- WHAT YOU WILL DO:
Please repeat the records below exactly, from the first line through the line containing "display:block; font-size:42px; line-height:51px", and nothing more.

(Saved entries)
********

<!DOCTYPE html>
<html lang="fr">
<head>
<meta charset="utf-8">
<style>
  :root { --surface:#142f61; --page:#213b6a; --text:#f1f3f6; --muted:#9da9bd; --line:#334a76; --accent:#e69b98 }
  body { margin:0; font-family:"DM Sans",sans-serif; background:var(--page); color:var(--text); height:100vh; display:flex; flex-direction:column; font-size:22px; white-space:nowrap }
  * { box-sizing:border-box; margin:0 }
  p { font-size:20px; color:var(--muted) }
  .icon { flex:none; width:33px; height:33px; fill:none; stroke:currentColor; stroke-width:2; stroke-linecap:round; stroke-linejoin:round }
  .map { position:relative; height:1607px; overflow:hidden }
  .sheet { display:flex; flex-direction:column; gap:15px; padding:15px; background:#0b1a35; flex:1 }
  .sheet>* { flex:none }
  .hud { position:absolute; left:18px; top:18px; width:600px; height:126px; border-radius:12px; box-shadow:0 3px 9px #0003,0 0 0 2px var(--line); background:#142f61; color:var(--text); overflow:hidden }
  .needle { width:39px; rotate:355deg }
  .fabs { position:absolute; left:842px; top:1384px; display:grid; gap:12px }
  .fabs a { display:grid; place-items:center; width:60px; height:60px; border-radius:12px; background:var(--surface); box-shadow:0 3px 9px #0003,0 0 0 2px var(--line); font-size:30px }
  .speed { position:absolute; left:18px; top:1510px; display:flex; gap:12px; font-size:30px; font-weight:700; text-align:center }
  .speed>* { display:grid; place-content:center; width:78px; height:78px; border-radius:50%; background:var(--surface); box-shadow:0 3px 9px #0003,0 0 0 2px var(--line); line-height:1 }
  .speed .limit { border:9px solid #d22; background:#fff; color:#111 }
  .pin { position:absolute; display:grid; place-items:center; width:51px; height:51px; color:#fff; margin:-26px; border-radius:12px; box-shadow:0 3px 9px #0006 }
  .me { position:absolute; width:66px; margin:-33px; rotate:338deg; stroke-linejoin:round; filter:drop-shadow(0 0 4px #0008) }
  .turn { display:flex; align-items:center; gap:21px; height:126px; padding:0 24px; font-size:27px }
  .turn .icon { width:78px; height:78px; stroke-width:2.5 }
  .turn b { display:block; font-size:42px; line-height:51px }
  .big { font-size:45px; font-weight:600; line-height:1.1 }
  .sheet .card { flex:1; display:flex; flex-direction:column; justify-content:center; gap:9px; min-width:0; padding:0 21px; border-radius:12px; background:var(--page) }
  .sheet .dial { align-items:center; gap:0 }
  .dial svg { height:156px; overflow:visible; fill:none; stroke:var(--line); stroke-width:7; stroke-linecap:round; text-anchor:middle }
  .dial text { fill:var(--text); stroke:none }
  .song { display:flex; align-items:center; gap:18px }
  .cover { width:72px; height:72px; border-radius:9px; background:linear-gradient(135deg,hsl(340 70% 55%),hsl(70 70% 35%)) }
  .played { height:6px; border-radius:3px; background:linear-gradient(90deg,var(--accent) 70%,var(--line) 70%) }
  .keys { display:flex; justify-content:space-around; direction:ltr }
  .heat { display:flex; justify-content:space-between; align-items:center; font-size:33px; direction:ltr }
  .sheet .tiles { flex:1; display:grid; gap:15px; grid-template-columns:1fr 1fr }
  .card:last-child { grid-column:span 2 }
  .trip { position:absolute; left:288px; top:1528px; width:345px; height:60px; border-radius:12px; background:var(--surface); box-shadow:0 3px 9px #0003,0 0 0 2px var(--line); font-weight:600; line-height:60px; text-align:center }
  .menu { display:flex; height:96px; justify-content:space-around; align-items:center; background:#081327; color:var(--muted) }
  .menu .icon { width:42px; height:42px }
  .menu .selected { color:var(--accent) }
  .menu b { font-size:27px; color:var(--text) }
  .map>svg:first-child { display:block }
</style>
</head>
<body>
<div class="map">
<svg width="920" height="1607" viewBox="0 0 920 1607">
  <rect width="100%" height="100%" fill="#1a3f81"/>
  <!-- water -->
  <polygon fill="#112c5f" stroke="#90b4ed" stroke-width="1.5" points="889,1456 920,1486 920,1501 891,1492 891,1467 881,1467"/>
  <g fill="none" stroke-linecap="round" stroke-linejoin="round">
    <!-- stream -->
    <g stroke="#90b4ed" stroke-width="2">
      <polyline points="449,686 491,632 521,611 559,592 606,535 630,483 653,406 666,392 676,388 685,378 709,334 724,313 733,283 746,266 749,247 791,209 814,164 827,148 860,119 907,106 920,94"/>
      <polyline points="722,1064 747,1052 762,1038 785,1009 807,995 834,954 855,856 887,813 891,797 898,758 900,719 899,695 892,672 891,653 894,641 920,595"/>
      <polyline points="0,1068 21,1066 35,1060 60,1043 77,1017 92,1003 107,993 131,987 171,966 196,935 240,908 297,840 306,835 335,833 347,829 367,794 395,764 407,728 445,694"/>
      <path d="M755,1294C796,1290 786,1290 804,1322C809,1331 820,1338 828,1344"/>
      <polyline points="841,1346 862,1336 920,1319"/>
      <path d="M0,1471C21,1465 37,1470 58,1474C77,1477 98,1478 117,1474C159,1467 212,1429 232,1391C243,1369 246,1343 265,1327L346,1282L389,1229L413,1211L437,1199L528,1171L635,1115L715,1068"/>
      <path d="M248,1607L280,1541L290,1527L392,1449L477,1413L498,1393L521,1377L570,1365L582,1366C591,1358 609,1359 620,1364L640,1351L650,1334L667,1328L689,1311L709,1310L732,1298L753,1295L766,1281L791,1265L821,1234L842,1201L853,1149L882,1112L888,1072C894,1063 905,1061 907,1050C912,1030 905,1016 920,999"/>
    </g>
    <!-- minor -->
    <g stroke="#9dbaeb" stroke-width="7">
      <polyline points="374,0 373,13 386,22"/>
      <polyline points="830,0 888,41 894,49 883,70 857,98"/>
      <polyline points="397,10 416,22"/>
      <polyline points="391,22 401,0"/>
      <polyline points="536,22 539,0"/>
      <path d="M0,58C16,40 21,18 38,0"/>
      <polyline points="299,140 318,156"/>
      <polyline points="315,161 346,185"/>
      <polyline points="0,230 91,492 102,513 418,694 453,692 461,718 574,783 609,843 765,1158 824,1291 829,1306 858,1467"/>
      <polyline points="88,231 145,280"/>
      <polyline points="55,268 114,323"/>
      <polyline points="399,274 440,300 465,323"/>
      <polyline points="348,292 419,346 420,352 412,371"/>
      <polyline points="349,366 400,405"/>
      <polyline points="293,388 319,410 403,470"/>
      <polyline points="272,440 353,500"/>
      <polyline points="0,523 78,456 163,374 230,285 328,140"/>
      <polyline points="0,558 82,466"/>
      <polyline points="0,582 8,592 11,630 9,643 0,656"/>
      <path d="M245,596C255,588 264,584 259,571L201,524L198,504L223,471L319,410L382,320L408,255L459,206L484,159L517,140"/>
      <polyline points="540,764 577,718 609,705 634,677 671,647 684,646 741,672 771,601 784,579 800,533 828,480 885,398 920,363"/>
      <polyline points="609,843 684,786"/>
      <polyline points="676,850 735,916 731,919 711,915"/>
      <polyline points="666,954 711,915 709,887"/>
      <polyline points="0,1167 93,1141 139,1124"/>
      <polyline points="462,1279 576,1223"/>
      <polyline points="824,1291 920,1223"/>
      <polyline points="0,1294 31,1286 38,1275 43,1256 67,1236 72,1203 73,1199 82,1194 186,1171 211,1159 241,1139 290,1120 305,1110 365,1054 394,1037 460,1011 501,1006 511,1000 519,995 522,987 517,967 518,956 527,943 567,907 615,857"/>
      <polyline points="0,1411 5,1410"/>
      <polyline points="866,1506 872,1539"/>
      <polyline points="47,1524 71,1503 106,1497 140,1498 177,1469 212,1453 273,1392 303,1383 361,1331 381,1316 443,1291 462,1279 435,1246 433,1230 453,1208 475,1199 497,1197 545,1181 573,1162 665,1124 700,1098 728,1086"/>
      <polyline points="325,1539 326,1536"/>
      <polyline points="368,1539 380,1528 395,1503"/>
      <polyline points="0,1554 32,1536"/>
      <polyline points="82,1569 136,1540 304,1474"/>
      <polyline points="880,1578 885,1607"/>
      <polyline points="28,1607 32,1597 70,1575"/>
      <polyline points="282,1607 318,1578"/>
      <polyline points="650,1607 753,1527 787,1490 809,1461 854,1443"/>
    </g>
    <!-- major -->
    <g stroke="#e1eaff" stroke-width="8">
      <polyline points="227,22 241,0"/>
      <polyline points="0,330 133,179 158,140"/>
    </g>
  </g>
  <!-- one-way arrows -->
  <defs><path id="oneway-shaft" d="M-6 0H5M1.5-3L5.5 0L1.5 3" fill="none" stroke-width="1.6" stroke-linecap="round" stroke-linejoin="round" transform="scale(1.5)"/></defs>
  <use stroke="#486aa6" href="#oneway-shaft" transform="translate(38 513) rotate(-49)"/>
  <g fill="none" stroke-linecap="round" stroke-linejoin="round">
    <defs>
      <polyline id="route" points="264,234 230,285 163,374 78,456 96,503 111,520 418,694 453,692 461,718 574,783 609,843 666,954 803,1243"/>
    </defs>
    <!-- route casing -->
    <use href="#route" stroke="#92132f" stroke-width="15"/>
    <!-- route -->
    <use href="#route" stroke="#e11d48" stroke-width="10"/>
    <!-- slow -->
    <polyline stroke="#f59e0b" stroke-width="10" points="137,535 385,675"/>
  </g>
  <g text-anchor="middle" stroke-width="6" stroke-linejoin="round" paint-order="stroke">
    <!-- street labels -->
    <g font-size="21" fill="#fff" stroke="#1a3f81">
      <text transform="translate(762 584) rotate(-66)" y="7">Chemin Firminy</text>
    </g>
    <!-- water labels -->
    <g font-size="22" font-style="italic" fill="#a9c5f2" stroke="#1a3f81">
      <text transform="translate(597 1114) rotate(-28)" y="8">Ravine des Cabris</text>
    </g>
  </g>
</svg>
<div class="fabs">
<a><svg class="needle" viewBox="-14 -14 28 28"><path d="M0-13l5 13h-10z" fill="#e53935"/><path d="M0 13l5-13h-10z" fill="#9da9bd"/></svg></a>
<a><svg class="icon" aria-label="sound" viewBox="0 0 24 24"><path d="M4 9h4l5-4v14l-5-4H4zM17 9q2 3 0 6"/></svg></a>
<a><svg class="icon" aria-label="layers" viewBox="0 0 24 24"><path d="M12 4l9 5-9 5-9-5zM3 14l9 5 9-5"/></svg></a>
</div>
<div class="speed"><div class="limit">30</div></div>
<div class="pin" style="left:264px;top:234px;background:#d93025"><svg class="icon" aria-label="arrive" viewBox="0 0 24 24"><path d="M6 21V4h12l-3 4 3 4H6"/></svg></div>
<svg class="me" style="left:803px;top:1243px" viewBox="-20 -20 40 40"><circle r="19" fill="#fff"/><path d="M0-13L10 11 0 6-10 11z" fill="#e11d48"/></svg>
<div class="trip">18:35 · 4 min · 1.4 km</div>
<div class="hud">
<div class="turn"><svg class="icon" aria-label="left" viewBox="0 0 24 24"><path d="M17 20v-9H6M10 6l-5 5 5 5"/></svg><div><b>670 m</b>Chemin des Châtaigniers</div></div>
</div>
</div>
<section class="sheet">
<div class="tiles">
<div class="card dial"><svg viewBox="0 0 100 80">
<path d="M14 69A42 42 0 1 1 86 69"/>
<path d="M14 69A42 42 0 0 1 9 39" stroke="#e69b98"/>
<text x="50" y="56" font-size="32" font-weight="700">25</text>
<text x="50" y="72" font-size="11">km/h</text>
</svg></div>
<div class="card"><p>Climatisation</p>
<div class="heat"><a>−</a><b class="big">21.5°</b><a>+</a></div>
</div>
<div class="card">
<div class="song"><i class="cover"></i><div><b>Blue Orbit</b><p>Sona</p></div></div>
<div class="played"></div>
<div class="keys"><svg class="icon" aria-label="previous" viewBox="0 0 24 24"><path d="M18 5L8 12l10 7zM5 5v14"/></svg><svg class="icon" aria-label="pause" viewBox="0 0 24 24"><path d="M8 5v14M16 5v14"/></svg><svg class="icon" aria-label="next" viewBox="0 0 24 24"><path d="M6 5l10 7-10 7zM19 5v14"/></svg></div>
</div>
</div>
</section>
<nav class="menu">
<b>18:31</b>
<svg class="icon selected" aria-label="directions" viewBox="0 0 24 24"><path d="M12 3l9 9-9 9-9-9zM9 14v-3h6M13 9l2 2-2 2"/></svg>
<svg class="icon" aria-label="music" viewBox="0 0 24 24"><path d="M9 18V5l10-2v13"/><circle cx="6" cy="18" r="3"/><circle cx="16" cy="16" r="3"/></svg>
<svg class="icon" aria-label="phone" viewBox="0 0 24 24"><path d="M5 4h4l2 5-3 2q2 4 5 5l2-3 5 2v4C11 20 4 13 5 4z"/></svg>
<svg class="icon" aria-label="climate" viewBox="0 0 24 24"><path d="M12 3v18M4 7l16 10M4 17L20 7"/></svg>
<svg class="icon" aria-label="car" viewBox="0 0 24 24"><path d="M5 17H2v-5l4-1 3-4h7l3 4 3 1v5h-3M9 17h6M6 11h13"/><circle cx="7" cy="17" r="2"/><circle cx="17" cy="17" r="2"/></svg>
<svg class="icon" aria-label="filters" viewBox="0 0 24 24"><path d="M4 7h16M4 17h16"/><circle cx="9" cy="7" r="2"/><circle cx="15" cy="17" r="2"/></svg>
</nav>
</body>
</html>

********

- WRITTEN RESPONSE:
<!DOCTYPE html>
<html lang="fr">
<head>
<meta charset="utf-8">
<style>
  :root { --surface:#142f61; --page:#213b6a; --text:#f1f3f6; --muted:#9da9bd; --line:#334a76; --accent:#e69b98 }
  body { margin:0; font-family:"DM Sans",sans-serif; background:var(--page); color:var(--text); height:100vh; display:flex; flex-direction:column; font-size:22px; white-space:nowrap }
  * { box-sizing:border-box; margin:0 }
  p { font-size:20px; color:var(--muted) }
  .icon { flex:none; width:33px; height:33px; fill:none; stroke:currentColor; stroke-width:2; stroke-linecap:round; stroke-linejoin:round }
  .map { position:relative; height:1607px; overflow:hidden }
  .sheet { display:flex; flex-direction:column; gap:15px; padding:15px; background:#0b1a35; flex:1 }
  .sheet>* { flex:none }
  .hud { position:absolute; left:18px; top:18px; width:600px; height:126px; border-radius:12px; box-shadow:0 3px 9px #0003,0 0 0 2px var(--line); background:#142f61; color:var(--text); overflow:hidden }
  .needle { width:39px; rotate:355deg }
  .fabs { position:absolute; left:842px; top:1384px; display:grid; gap:12px }
  .fabs a { display:grid; place-items:center; width:60px; height:60px; border-radius:12px; background:var(--surface); box-shadow:0 3px 9px #0003,0 0 0 2px var(--line); font-size:30px }
  .speed { position:absolute; left:18px; top:1510px; display:flex; gap:12px; font-size:30px; font-weight:700; text-align:center }
  .speed>* { display:grid; place-content:center; width:78px; height:78px; border-radius:50%; background:var(--surface); box-shadow:0 3px 9px #0003,0 0 0 2px var(--line); line-height:1 }
  .speed .limit { border:9px solid #d22; background:#fff; color:#111 }
  .pin { position:absolute; display:grid; place-items:center; width:51px; height:51px; color:#fff; margin:-26px; border-radius:12px; box-shadow:0 3px 9px #0006 }
  .me { position:absolute; width:66px; margin:-33px; rotate:338deg; stroke-linejoin:round; filter:drop-shadow(0 0 4px #0008) }
  .turn { display:flex; align-items:center; gap:21px; height:126px; padding:0 24px; font-size:27px }
  .turn .icon { width:78px; height:78px; stroke-width:2.5 }
  .turn b { display:block; font-size:42px; line-height:51px }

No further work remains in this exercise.